Confirm that this is true.

Get a count

In a terminal, in the same folder as where the data is downloaded, do:

awk '{ counts[$2] = counts[$2] + 1 } END { print counts["ideal"] }' diamonds_no_header.tsv

In English, this is: 'For every line, in the counts array, at the element in the second column, increase the value by one. In the end, if the counts array, show the value at element ideal.

Confirm that this is true.

Get a count again

In a terminal, in the same folder as where the data is downloaded, do:

awk '{ counts[$2] += 1 } END { print counts["ideal"] }' diamonds_no_header.tsv

In English, this is: 'For every line, in the counts array, at the element in the second column, increase the value by one. In the end, if the counts array, show the value at element ideal.

Confirm that this is true.

Get a count again again

In a terminal, in the same folder as where the data is downloaded, do:

awk '{ counts[$2]++ } END { print counts["ideal"] }' diamonds_no_header.tsv

In English, this is: 'For every line, in the counts array, at the element in the second column, increase the value by one. In the end, if the counts array, show the value at element ideal.

Confirm that this is true.

Get a count again again again

In a terminal, in the same folder as where the data is downloaded, do:

awk '{ ++counts[$2] } END { print counts["ideal"] }' diamonds_no_header.tsv

In English, this is: 'For every line, in the counts array, at the element in the second column, increase the value by one. In the end, if the counts array, show the value at element ideal.

Confirm that this is true.

Show all elements

In a terminal, in the same folder as where the data is downloaded, do:

awk '{ counts[$2]++ } END { for (count in counts) print count }' diamonds_no_header.tsv

In English, this is: 'For every line, in the counts array, at the element in the second column, increase the value by one.

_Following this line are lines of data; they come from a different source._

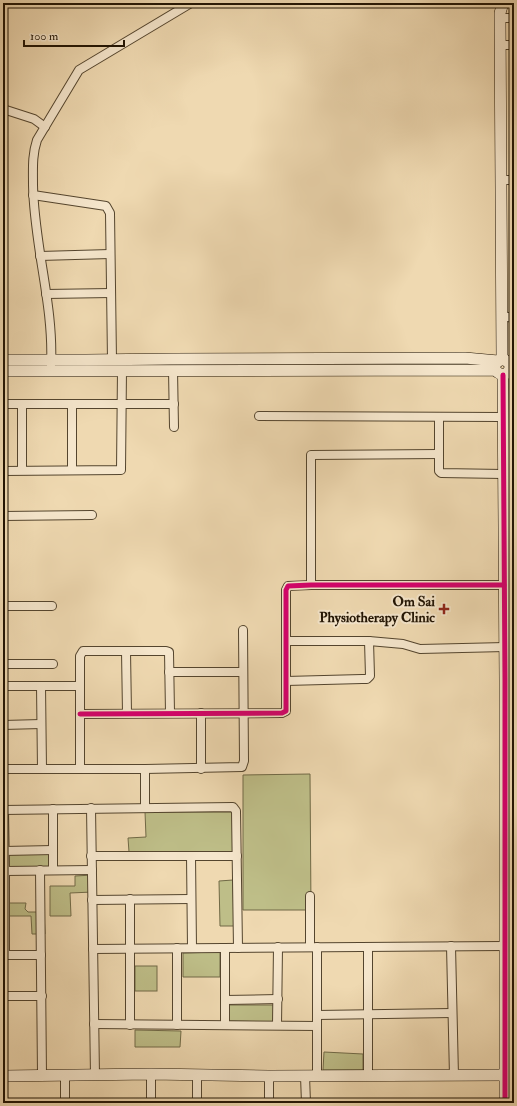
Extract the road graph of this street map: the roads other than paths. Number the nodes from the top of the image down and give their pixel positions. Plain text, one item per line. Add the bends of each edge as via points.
1 (191, 3) edge
2 (503, 3) edge
3 (500, 18) junction
4 (514, 18) edge
5 (500, 45) junction
6 (514, 45) edge
7 (3, 109) edge
8 (45, 127) junction
9 (501, 180) junction
10 (514, 180) edge
11 (34, 195) junction
12 (110, 254) junction
13 (40, 256) junction
14 (46, 294) junction
15 (111, 294) junction
16 (502, 316) junction
17 (514, 318) edge
18 (3, 360) edge
19 (112, 360) junction
20 (51, 366) junction
21 (505, 367) edge
22 (122, 370) junction
23 (173, 370) junction
24 (3, 371) edge
25 (3, 404) edge
26 (22, 404) junction
27 (72, 404) junction
28 (122, 404) junction
29 (174, 404) junction
30 (259, 416) dead end
31 (439, 417) junction
32 (503, 417) junction
33 (174, 427) dead end
34 (439, 454) junction
35 (22, 470) junction
36 (72, 470) junction
37 (3, 471) edge
38 (503, 474) junction
39 (92, 515) dead end
40 (3, 516) edge
41 (311, 585) junction
42 (504, 586) junction
43 (3, 606) edge
44 (52, 606) dead end
45 (243, 630) dead end
46 (286, 641) junction
47 (369, 641) junction
48 (505, 647) junction
49 (126, 651) junction
50 (3, 664) edge
51 (53, 664) dead end
52 (170, 672) junction
53 (243, 672) junction
54 (286, 681) junction
55 (3, 686) edge
56 (41, 686) junction
57 (80, 686) junction
58 (243, 712) junction
59 (127, 713) junction
60 (170, 713) junction
61 (201, 713) junction
62 (80, 714) junction
63 (41, 724) junction
64 (3, 725) edge
65 (201, 768) junction
66 (3, 769) edge
67 (42, 769) junction
68 (80, 769) junction
69 (145, 769) junction
70 (91, 808) junction
71 (145, 808) junction
72 (53, 809) junction
73 (3, 810) edge
74 (53, 850) junction
75 (4, 851) junction
76 (91, 856) junction
77 (191, 856) junction
78 (237, 856) junction
79 (40, 870) junction
80 (53, 870) junction
81 (92, 870) junction
82 (5, 871) junction
83 (310, 896) dead end
84 (130, 899) junction
85 (191, 899) junction
86 (92, 900) junction
87 (451, 946) junction
88 (504, 946) junction
89 (314, 947) junction
90 (368, 947) junction
91 (130, 948) junction
92 (177, 948) junction
93 (192, 948) junction
94 (225, 948) junction
95 (238, 948) junction
96 (278, 948) junction
97 (93, 949) junction
98 (4, 955) edge
99 (41, 955) junction
100 (3, 996) edge
101 (42, 996) junction
102 (225, 1000) junction
103 (278, 1000) junction
104 (452, 1013) junction
105 (368, 1014) junction
106 (317, 1015) junction
107 (94, 1024) junction
108 (130, 1025) junction
109 (177, 1025) junction
110 (225, 1025) junction
111 (277, 1026) junction
112 (317, 1026) junction
113 (151, 1074) junction
114 (42, 1075) junction
115 (95, 1075) junction
116 (197, 1075) junction
117 (3, 1076) edge
118 (64, 1076) junction
119 (269, 1076) junction
120 (305, 1076) junction
121 (317, 1076) junction
122 (368, 1076) junction
123 (454, 1076) junction
124 (504, 1076) junction
125 (65, 1103) edge
126 (151, 1103) edge
127 (197, 1103) edge
128 (269, 1103) edge
129 (306, 1103) edge
130 (505, 1103) edge

1 - 8 street via 79,70
2 - 3 street
3 - 4 street
3 - 5 street
5 - 6 street
5 - 9 street
7 - 8 street via 34,119
7 - 18 street
8 - 11 street via 34,149
9 - 10 street
9 - 16 street
11 - 12 street via 106,206 110,213
11 - 13 street
12 - 13 street
12 - 15 street
13 - 14 street
14 - 15 street
14 - 20 street via 50,322
15 - 19 street
16 - 17 street
16 - 21 street
18 - 20 street
18 - 24 street
19 - 20 street
19 - 21 street via 466,358
20 - 22 street
20 - 24 street
21 - 23 street
21 - 32 street
22 - 23 street
22 - 28 street
23 - 29 street
25 - 26 street
26 - 27 street
26 - 35 street
27 - 28 street
27 - 36 street
28 - 29 street
28 - 36 street via 121,470
29 - 33 street
30 - 31 street
31 - 32 street
31 - 34 street
32 - 38 street
34 - 38 street via 441,473
34 - 41 street via 311,455
35 - 36 street
35 - 37 street
38 - 42 street
39 - 40 street
41 - 42 street
41 - 46 street via 288,586 286,590
42 - 48 street
43 - 44 street
45 - 53 street
46 - 47 street
46 - 54 street
47 - 48 street via 403,644 420,650
47 - 54 street via 370,676 367,679
48 - 88 street
49 - 52 street via 166,651 169,654
49 - 57 street via 83,651 80,656
49 - 59 street
50 - 51 street
52 - 53 street
52 - 60 street
53 - 58 street
54 - 58 street via 286,711
55 - 56 street
56 - 57 street
56 - 63 street
57 - 62 street
58 - 61 street
58 - 65 street via 242,767
59 - 60 street
59 - 62 street
60 - 61 street
61 - 65 street
62 - 68 street
63 - 64 street
63 - 67 street
65 - 69 street
66 - 67 street
67 - 68 street
68 - 69 street
69 - 71 street
70 - 71 street
70 - 72 street
70 - 76 street
71 - 78 street via 233,807 236,811
72 - 73 street
72 - 74 street
73 - 75 street
74 - 75 street
74 - 80 street
75 - 82 street
76 - 77 street
76 - 81 street
77 - 78 street
77 - 85 street
78 - 95 street
79 - 80 street
79 - 82 street
79 - 99 street
80 - 81 street
81 - 86 street
82 - 98 street
83 - 89 street
84 - 85 street
84 - 86 street
84 - 91 street
85 - 93 street
86 - 97 street
87 - 88 street
87 - 90 street
87 - 104 street
88 - 124 street
89 - 90 street
89 - 96 street
89 - 106 street
90 - 105 street
91 - 92 street
91 - 97 street
91 - 108 street
92 - 93 street
92 - 109 street
93 - 94 street
94 - 95 street
94 - 102 street
95 - 96 street
96 - 103 street
97 - 107 street
98 - 99 street
99 - 101 street
100 - 101 street
101 - 114 street
102 - 103 street
102 - 110 street
103 - 111 street
104 - 105 street
104 - 123 street
105 - 106 street
105 - 122 street
106 - 112 street
107 - 108 street
107 - 115 street
108 - 109 street
109 - 110 street
110 - 111 street
111 - 112 street
112 - 121 street
113 - 115 street
113 - 116 street
113 - 126 street
114 - 117 street
114 - 118 street
115 - 118 street
116 - 119 street
116 - 127 street
118 - 125 street
119 - 120 street
119 - 128 street
120 - 121 street
120 - 129 street
121 - 122 street
122 - 123 street
123 - 124 street
124 - 130 street

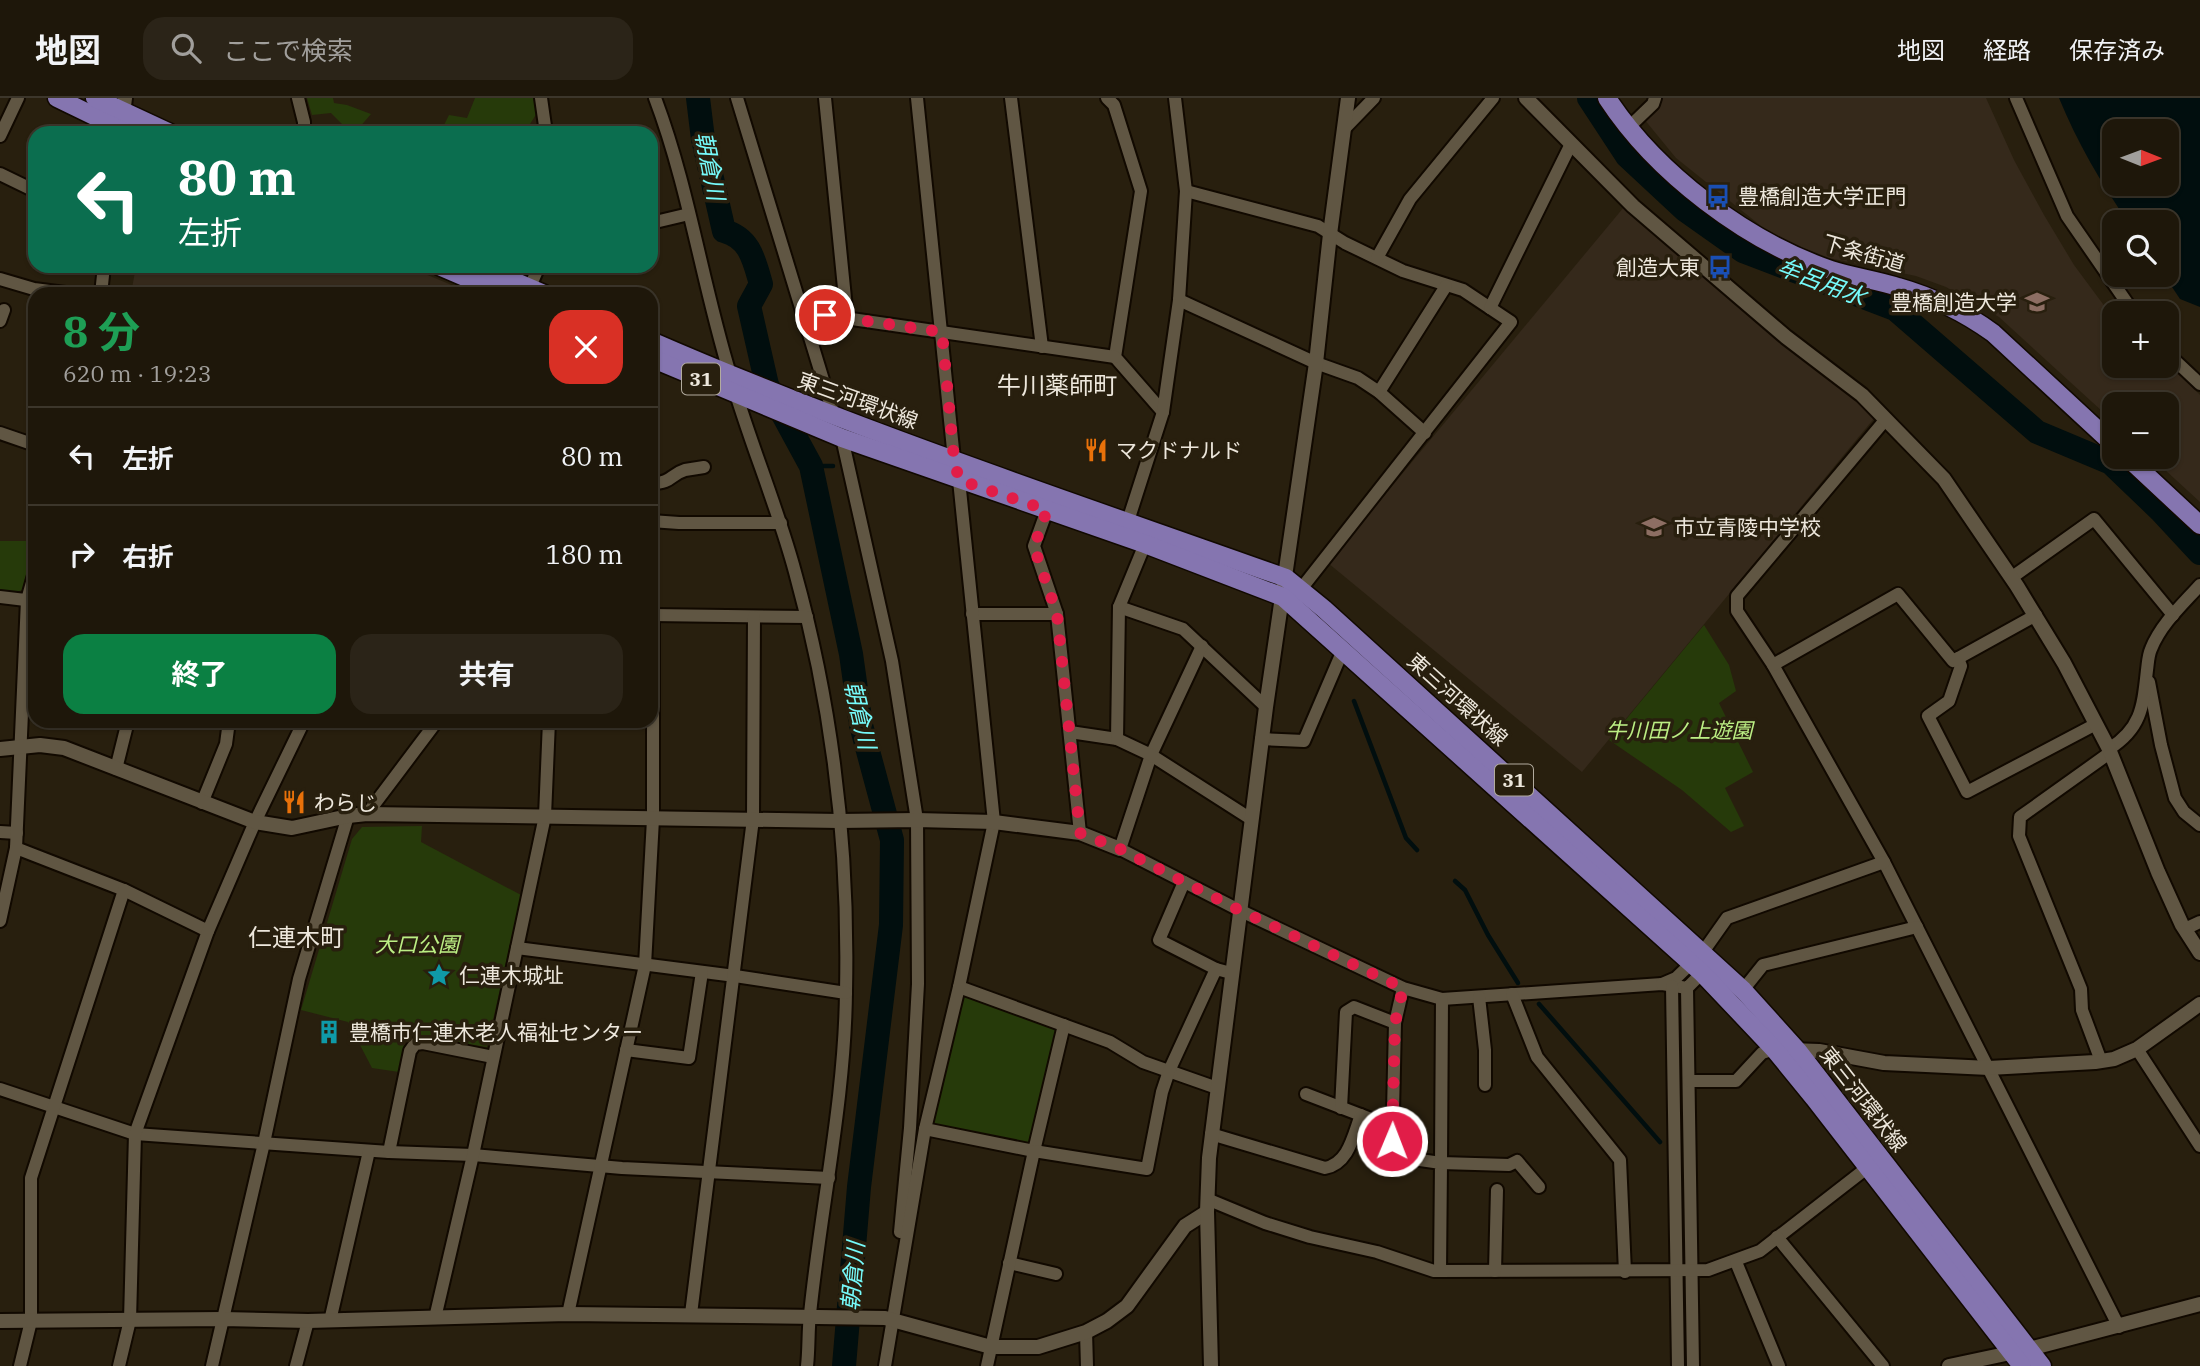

In the end, show all elements of the array counts.

Confirm that this is true.

Show all values

In a terminal, in the same folder as where the data is downloaded, do:

awk '{ counts[$2]++ } END { for (count in counts) print counts[count] }' diamonds_no_header.tsv

In English, this is: 'For every line, in the counts array, at the element in the second column, increase the value by one. In the end, of all elements of the array counts, show their values.

Confirm that this is true.

Show all elements and values

In a terminal, in the same folder as where the data is downloaded, do:

awk '{ counts[$2]++ } END { for (count in counts) print count ": " counts[count] }' diamonds_no_header.tsv

In English, this is: 'For every line, in the counts array, at the element in the second column, increase the value by one. In the end, show all elements of the array counts and their respective values.

Confirm that this is true.

Exercise 2: explore data

Download the data

In a terminal, do:

wget https://raw.githubusercontent.com/tidyverse/ggplot2/main/data-raw/mpg.csv

to download a file called mpg.csv.csv.

This file is a tab-separated file about diamonds and is part of the ggplot2 R package.

The dataset has the following columns:

Index Column name Description
1 manufacturer manufacturer name
2 model model name
3 displ engine displacement, in litres
4 year year of manufacture
5 cyl number of cylinders
6 trans type of transmission
7 drv the type of drive train, where f = front-wheel drive, r = rear wheel drive, 4 = 4wd
8 cty city miles per gallon
9 hwy highway miles per gallon
10 fl fuel type
11 class type of car

Explore the data

Using awk only:

  • show if the data has a header yes/no
  • show the number of cars in the dataset
  • show the number of columns in the dataset
  • show all the car manufacturers' names
  • per car manufacturer, show the number of cars it produces
  • show the lowest city miles per gallon
  • show the highest city miles per gallon, in city miles per liter. Assume a gallon, is a US gallon. A US gallon is 3.785411784 liter
  • find the type (i.e. in the last column) of car that spends the least fuel on the highway
  • imagine you have each of these cars once. You want each of them to drive one city mile. How much gallons of fuel do you need?
  • imagine you have each of these cars once. You want each of them to drive one city mile. How much gallons of each type of fuel do you need?

Think:

  • There are multiple way to increase an element in an array by one. Why so many? Is there a difference?